• _INSTRUCTIONS TO FOLLOW_
Give the number of lines in the records below that contain the word "Raúl". State only that number.

::::::::::

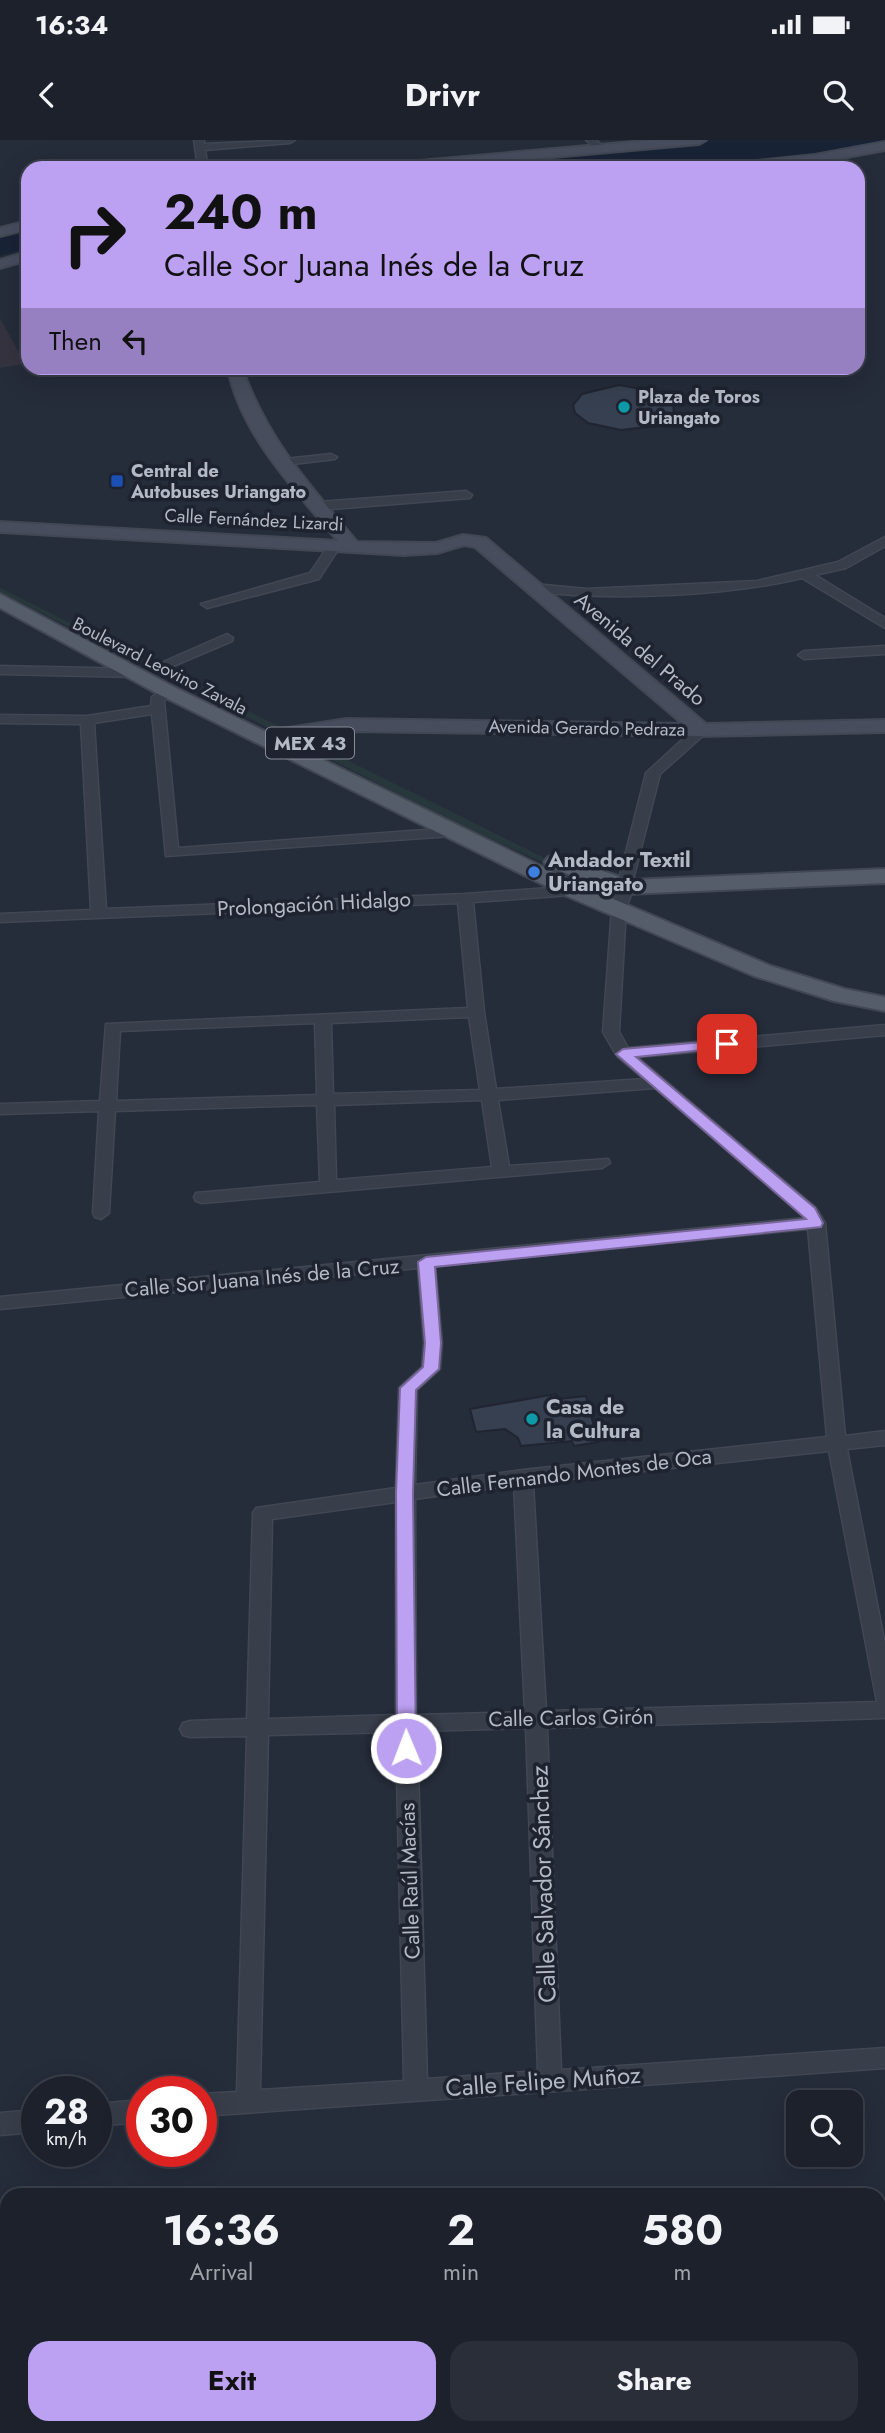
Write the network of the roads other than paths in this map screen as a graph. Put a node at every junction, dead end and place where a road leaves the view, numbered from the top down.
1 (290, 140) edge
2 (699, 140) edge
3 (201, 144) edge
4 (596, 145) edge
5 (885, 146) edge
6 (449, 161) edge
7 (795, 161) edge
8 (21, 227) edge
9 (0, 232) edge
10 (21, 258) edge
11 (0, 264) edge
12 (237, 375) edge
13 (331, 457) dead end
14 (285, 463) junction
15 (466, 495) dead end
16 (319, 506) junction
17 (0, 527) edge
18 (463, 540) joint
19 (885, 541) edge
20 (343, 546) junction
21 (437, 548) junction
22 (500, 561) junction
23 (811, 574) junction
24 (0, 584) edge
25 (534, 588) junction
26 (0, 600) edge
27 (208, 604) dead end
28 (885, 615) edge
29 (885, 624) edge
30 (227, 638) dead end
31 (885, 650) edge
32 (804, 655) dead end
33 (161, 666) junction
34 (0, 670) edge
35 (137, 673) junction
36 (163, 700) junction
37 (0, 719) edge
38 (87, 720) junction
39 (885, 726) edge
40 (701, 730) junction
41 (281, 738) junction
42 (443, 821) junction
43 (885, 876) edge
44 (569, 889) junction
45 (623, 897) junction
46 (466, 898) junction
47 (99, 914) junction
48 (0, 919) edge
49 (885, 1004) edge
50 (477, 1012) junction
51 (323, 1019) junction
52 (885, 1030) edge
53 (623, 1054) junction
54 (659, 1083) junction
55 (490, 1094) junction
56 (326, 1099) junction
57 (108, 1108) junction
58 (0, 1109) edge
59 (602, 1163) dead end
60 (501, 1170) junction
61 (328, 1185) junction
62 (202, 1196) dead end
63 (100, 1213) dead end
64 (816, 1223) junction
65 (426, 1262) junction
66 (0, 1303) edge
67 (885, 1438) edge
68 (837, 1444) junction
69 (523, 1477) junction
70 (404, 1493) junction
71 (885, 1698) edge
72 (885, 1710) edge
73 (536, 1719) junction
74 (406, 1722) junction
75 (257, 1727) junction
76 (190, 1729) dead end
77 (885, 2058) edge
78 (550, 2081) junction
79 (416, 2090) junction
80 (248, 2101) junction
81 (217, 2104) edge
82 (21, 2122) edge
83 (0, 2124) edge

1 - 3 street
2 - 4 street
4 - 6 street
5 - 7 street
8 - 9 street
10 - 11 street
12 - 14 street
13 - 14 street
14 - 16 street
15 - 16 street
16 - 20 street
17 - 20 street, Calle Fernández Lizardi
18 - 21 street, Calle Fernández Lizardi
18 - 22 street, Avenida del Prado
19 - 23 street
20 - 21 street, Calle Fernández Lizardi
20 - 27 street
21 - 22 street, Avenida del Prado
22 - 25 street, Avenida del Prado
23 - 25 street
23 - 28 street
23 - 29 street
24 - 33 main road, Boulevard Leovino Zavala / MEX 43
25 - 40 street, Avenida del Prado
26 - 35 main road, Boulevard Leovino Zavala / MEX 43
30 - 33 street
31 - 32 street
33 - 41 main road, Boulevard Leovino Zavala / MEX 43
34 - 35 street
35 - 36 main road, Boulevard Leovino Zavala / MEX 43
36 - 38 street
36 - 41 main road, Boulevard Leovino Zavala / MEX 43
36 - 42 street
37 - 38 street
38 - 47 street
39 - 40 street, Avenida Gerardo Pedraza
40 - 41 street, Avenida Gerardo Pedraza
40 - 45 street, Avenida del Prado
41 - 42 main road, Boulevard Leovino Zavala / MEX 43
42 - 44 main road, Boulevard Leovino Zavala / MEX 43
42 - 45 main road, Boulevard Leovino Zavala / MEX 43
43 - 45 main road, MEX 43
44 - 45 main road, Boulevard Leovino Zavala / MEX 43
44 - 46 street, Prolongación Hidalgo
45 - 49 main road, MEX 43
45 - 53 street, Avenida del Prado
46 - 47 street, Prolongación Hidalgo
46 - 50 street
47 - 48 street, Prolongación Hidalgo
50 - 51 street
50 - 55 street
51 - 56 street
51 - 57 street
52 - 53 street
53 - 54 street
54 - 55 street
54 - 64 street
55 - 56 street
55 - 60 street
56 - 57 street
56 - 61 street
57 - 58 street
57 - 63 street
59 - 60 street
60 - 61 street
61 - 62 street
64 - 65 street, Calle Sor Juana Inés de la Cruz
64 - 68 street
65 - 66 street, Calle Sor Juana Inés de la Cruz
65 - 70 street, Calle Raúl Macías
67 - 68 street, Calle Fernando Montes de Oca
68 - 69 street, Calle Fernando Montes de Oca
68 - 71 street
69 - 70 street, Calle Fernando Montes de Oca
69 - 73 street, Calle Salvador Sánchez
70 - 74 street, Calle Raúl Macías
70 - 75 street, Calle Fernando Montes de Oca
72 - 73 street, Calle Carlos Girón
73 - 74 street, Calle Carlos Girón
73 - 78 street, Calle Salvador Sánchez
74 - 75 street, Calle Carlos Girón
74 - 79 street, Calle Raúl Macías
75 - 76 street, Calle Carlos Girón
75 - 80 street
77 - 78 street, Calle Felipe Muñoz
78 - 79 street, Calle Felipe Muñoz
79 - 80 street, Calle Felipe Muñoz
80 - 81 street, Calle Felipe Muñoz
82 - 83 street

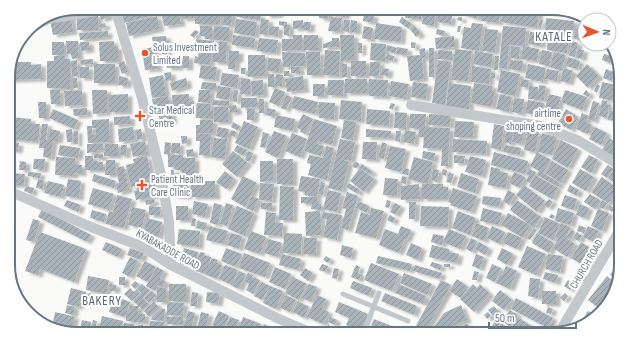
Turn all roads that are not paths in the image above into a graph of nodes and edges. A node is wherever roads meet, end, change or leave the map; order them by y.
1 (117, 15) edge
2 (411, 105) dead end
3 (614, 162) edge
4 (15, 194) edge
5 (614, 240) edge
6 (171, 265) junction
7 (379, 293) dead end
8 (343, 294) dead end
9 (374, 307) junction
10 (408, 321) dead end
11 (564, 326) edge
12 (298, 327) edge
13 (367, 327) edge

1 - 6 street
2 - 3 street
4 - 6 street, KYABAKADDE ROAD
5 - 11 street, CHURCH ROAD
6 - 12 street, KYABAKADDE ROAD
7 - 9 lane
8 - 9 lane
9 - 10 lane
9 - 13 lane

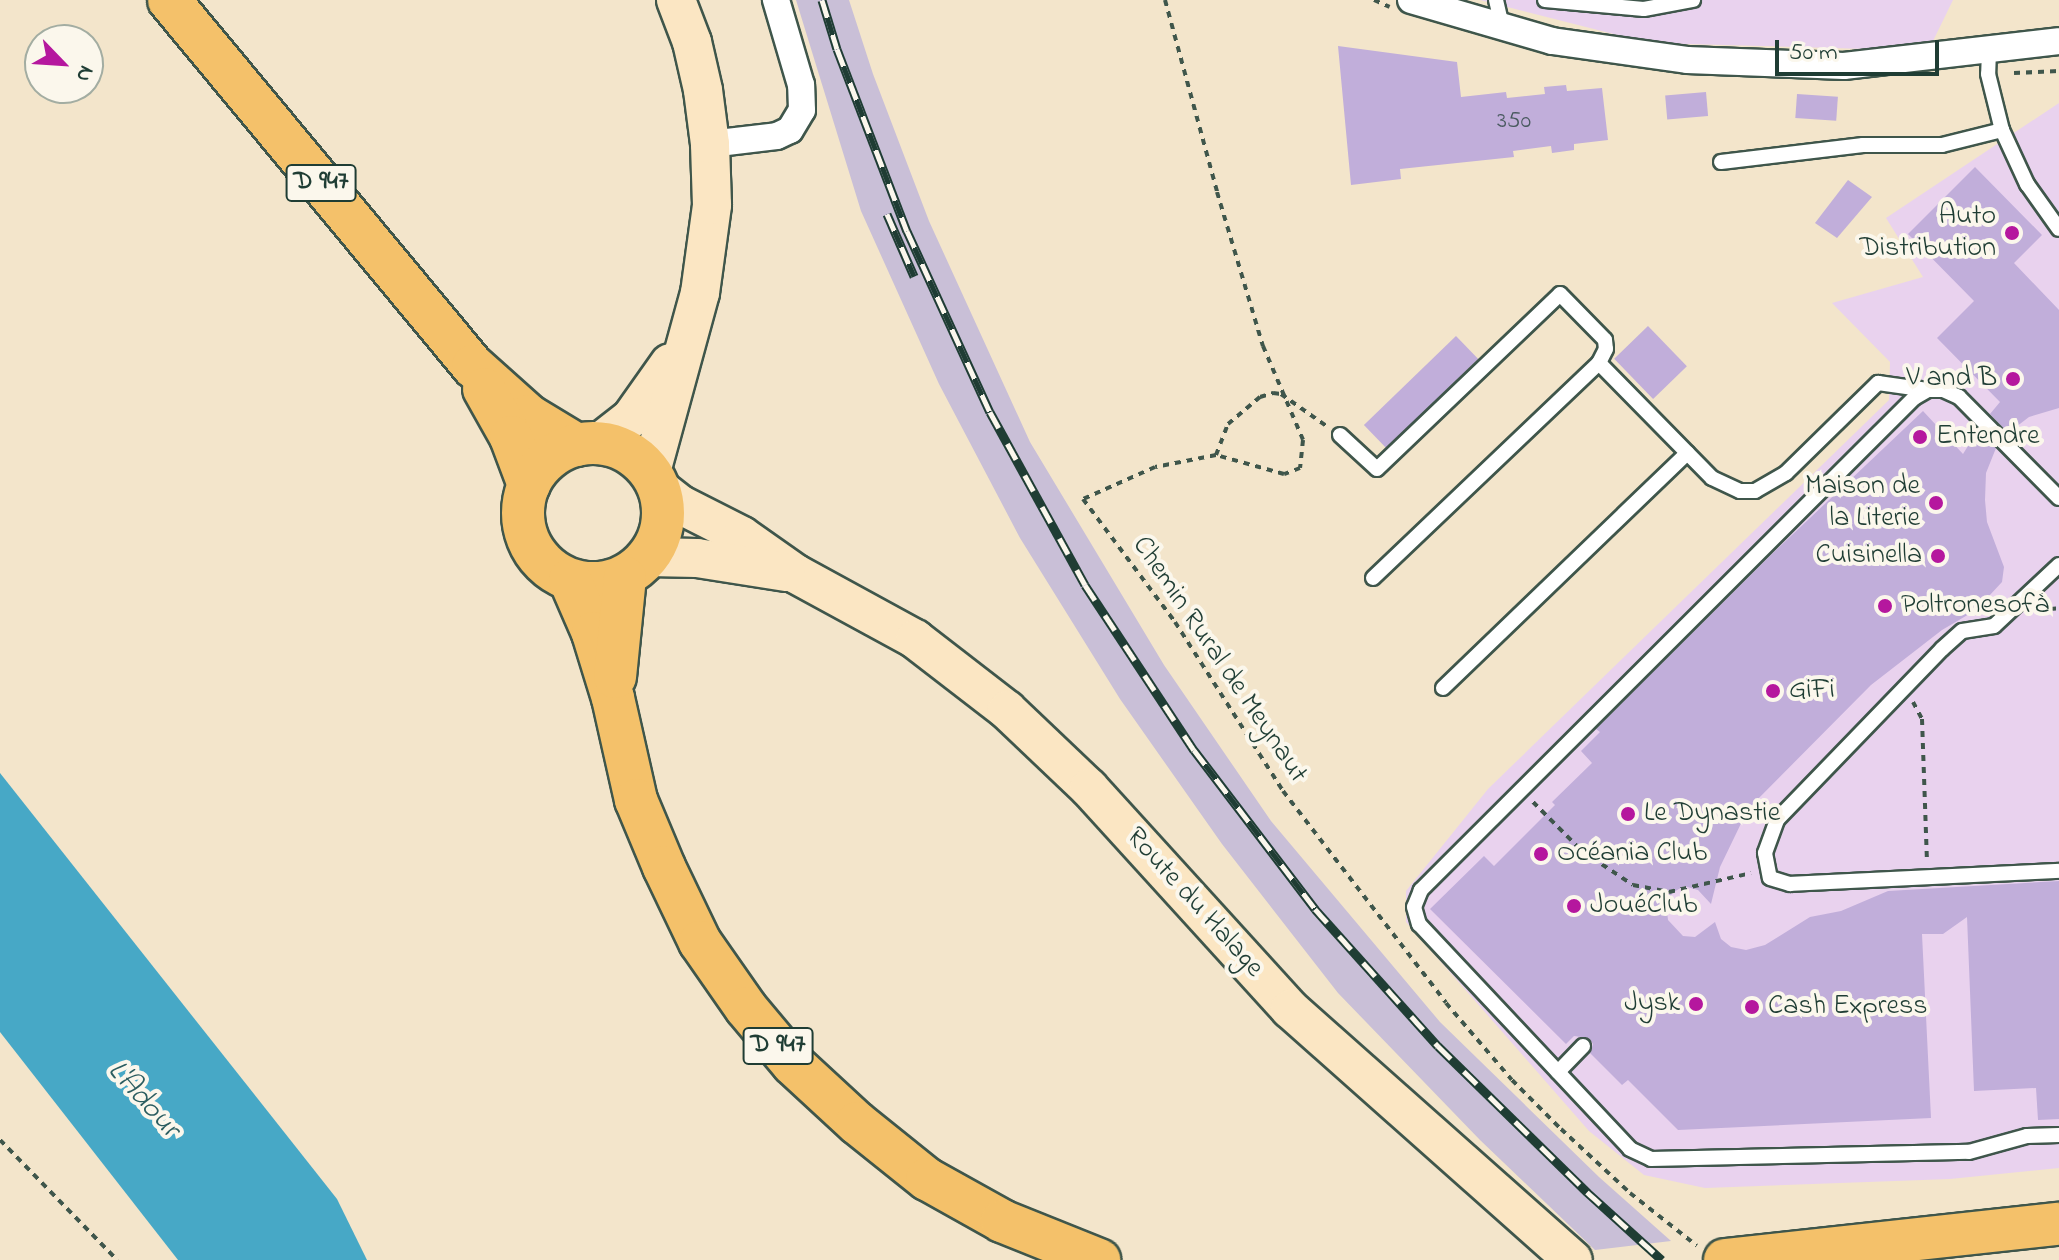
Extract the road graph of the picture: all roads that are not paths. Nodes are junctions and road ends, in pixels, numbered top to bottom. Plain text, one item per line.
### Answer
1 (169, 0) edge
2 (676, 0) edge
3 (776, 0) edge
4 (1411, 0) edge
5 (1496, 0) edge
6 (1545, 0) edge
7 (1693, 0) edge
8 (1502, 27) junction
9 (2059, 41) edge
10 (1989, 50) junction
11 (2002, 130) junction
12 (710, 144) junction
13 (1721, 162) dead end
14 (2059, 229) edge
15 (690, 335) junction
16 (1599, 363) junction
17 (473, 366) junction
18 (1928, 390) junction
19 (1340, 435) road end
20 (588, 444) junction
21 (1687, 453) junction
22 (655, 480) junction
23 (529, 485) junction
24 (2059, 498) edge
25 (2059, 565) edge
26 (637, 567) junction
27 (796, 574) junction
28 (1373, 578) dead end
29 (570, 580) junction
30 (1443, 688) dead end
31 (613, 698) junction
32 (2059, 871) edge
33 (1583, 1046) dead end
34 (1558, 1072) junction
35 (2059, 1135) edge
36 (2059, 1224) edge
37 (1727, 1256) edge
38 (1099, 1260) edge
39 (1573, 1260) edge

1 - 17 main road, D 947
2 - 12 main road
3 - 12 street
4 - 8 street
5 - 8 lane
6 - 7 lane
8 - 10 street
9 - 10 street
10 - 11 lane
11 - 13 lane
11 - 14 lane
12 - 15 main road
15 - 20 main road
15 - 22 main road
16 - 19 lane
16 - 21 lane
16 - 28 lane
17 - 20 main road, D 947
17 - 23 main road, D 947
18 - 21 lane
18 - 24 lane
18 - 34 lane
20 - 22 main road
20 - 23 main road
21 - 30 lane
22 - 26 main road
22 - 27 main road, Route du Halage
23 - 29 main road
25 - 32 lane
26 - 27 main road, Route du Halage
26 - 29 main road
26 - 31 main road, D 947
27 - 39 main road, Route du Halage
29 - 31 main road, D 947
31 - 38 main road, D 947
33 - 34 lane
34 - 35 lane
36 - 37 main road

::::::::::

• _EXERCISE OUTPUT_
3